__Exercise description__: Show, in full, each line of the data that contains "Bell".

[Saved entries]
Start of Block

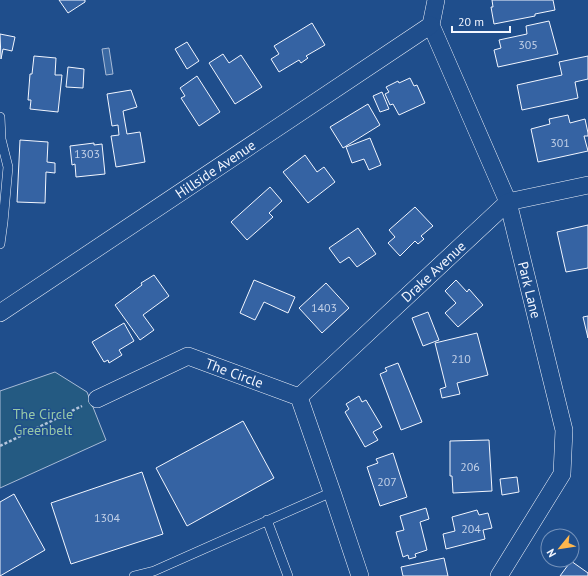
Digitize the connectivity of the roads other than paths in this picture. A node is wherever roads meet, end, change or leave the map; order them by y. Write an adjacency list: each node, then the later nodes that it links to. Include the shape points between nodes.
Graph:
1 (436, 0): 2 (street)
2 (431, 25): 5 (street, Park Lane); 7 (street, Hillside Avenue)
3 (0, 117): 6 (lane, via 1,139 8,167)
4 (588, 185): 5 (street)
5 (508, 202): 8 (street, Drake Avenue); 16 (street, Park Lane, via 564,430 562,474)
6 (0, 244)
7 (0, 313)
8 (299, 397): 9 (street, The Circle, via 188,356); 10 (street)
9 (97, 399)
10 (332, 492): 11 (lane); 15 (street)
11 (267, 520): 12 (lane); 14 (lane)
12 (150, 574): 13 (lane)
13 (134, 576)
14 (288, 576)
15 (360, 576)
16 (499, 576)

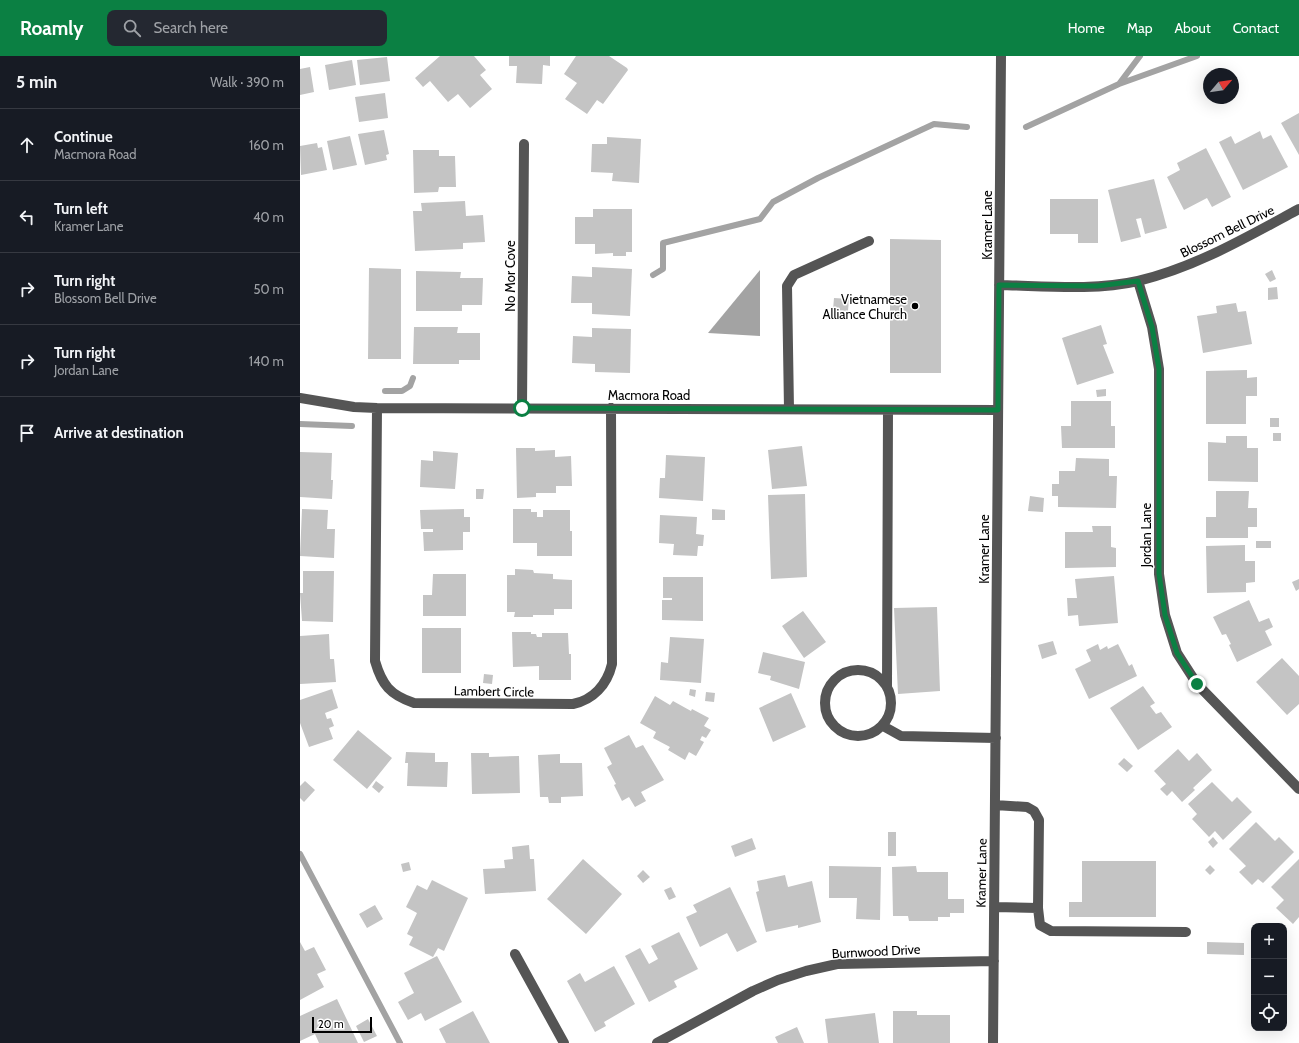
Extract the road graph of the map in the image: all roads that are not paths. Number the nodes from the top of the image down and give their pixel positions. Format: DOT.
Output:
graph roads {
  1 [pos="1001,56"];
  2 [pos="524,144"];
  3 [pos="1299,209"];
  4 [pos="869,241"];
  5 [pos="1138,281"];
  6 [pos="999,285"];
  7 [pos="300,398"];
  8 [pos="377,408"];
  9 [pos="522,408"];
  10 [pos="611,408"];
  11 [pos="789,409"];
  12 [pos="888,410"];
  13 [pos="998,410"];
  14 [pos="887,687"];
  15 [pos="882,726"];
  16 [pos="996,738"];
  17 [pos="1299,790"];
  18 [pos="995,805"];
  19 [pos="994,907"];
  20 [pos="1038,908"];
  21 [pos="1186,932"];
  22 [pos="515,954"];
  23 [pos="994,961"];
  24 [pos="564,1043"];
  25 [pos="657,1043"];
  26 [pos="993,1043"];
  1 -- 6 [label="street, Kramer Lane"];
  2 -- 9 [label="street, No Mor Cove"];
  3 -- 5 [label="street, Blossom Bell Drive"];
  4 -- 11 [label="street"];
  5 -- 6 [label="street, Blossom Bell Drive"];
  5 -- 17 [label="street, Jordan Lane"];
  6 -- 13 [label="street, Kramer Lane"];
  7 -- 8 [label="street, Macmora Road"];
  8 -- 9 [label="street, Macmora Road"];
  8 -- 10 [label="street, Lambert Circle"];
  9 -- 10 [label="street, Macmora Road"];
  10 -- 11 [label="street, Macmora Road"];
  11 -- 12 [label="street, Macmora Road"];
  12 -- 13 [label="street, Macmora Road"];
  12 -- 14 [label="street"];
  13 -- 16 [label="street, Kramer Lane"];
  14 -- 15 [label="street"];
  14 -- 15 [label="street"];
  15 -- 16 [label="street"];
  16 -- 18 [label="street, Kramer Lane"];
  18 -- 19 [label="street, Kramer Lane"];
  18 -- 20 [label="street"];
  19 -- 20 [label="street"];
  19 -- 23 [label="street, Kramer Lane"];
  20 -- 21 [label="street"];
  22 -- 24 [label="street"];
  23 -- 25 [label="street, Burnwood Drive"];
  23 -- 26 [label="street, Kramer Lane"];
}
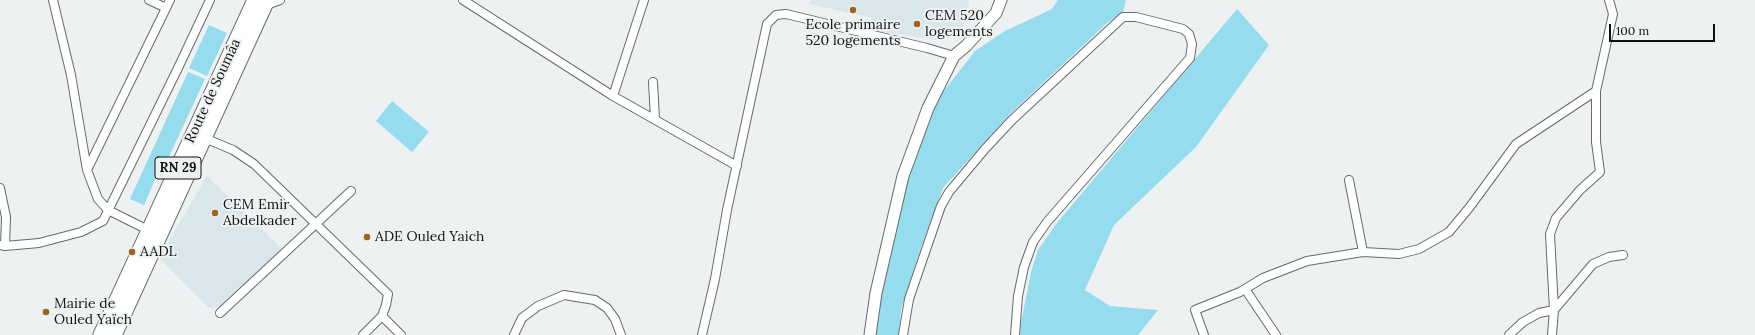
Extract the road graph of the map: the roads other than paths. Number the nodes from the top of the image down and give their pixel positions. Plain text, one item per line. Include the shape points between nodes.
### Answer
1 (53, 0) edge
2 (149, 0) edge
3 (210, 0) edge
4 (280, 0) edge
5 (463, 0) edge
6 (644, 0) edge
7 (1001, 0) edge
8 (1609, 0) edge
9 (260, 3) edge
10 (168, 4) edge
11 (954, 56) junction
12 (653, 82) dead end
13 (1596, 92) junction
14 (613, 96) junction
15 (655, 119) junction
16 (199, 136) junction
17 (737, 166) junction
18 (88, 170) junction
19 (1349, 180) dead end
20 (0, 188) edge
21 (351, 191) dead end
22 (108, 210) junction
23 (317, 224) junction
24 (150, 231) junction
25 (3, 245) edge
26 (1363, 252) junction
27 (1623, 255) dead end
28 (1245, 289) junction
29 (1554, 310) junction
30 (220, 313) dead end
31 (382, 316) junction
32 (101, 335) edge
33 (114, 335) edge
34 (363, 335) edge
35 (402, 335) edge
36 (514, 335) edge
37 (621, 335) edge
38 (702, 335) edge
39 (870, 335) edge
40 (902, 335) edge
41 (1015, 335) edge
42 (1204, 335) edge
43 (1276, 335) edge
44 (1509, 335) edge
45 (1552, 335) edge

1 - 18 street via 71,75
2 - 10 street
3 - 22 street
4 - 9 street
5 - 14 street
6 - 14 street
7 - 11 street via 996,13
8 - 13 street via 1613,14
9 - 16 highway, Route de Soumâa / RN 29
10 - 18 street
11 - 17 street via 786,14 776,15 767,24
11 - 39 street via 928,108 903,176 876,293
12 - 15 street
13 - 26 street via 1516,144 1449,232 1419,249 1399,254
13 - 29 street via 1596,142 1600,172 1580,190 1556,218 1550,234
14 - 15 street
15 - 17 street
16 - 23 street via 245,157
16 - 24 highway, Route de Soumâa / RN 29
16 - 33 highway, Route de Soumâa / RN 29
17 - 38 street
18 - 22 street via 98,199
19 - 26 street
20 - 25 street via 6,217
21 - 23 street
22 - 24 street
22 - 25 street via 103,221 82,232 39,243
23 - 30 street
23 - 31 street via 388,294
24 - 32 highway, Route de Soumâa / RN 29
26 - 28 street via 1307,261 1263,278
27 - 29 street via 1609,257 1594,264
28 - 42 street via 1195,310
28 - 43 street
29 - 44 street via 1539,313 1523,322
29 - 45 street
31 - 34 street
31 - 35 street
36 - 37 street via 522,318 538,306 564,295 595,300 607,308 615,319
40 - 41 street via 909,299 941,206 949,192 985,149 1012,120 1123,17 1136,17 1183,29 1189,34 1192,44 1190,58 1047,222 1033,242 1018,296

End of Block

__Solution to this exercise__:
  3 -- 5 [label="street, Blossom Bell Drive"];
  5 -- 6 [label="street, Blossom Bell Drive"];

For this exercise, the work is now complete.